A l'école, j'avais déjà souvent entendu cette vieille histoire d'un gamin de Truro. Philippe avait disparu de la plage par une chaude journée. Les gens disaient qu'ils l'avaient vu courir vers cette maison-ci. Après il s'était volatilisé sans laisser de traces.
"Goody Hallett a pétrifié Philippe," dit David d'une voix d'outre-tombe. "Suis-moi."
Il me guida vers une petite statue en plâtre par terre contre le mur. Elle représentait un enfant potelé tout nu. Il avait de gros doigts et les bras légèrement tendus comme s'il s'attendait à un applaudissement.
"Il a vraiment vécu ?" demandai-je et je tendis la main pour le toucher. David repoussa brusquement mon bras.
"Sûr et certain. Mon père l'a connu bébé. Il avait les cheveux bouclés et ressemblait à cet enfant-ci."
"Ce n'est pas un ange?" demandai-je en regardant les morceaux de plâtre qui prolongeaient les épaules du petit garçon. Je pouvais voir que les éclats par terre avaient été des ailes auparavant.
"Mais non, que tu es bête. Ce n'était pas un ange. C'était un garçon tout à fait normal comme tous les garçons du village. La sorcière l'a pétrifié.
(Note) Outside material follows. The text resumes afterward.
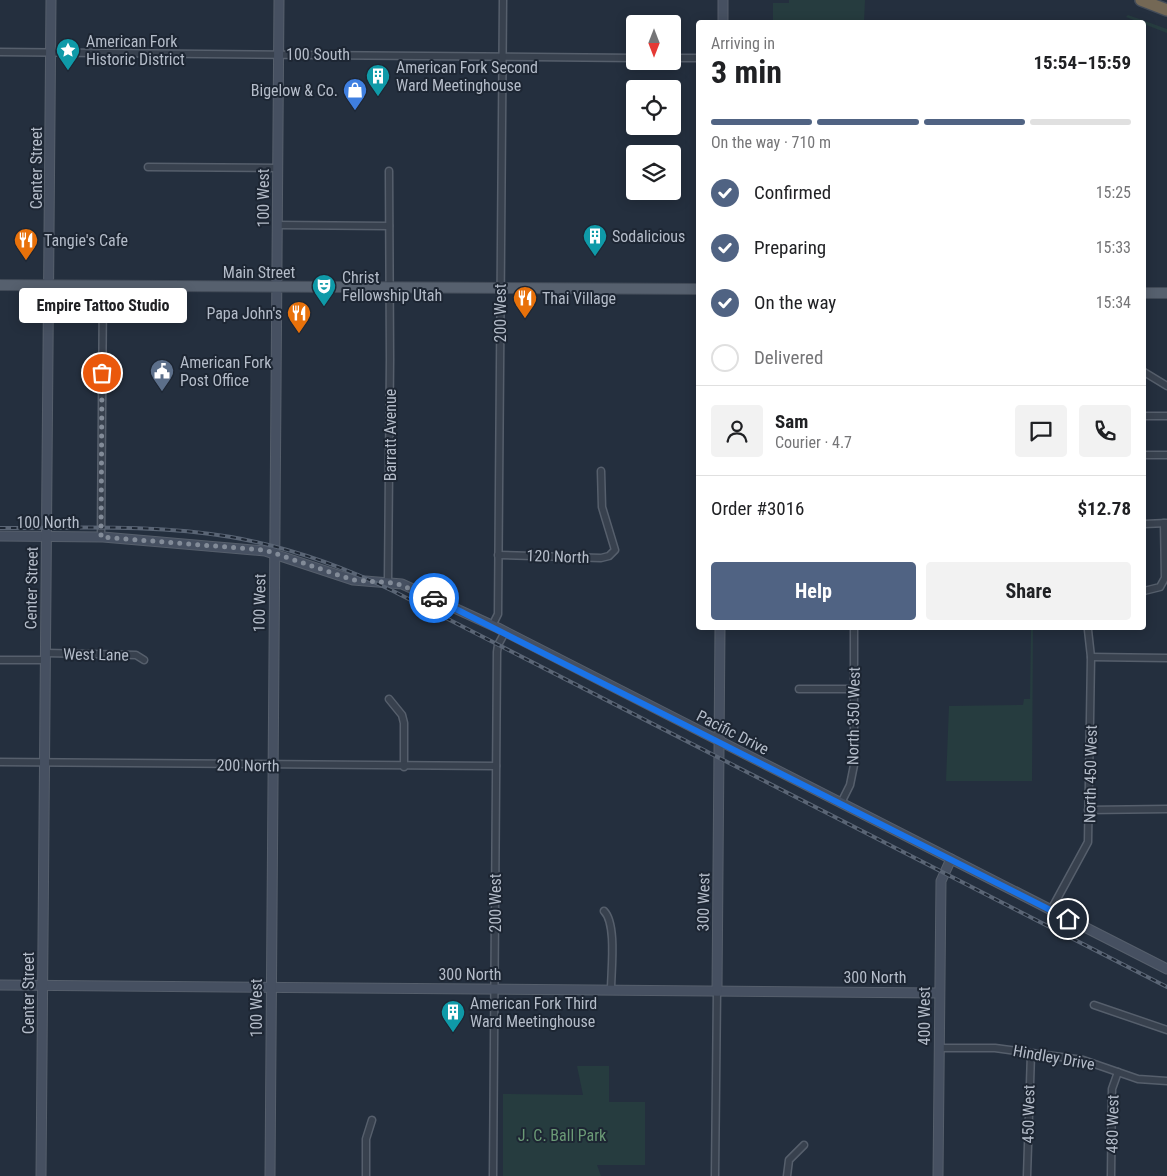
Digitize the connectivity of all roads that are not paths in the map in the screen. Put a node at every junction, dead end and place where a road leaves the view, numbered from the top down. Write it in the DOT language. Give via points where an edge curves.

Elle pétrifié tout ce qu'elle veut. Elle peut pétrifier tes jambes et t'empêcher de marcher. Ou tes bras quand tu touches quelque chose." II désignait mes bras. J'avais peur et je voulais rentrer à la maison.
"T'as déjà vu ceci?" demanda David pour détourner mon attention. Il montra les cadeaux sous le sapin de Noël. Il y en avait sûrement six ou sept, tous emballés dans du papier coloré, et tous d'un format différent.
"Oh!" criai-je avec excitation. "On les ouvre, David?"
II fit 'non' de la tête. "Chaque fois que je viens ici, j'ai envie de les ouvrir. Mais mon père a dit que je ne pouvais rien toucher dans cette maison. Si nous désobéissons, nos mains se pétrifieront. "
J'observai mes mains comme si elles ne m'appartenaient pas. Le vent se mit soudain à souffler plus fort et, en haut, des planches crissaient. "Si nous partions," dis-je. Près de la porte bleue, la sirène avait plus de verrues sur le visage qu'auparavant.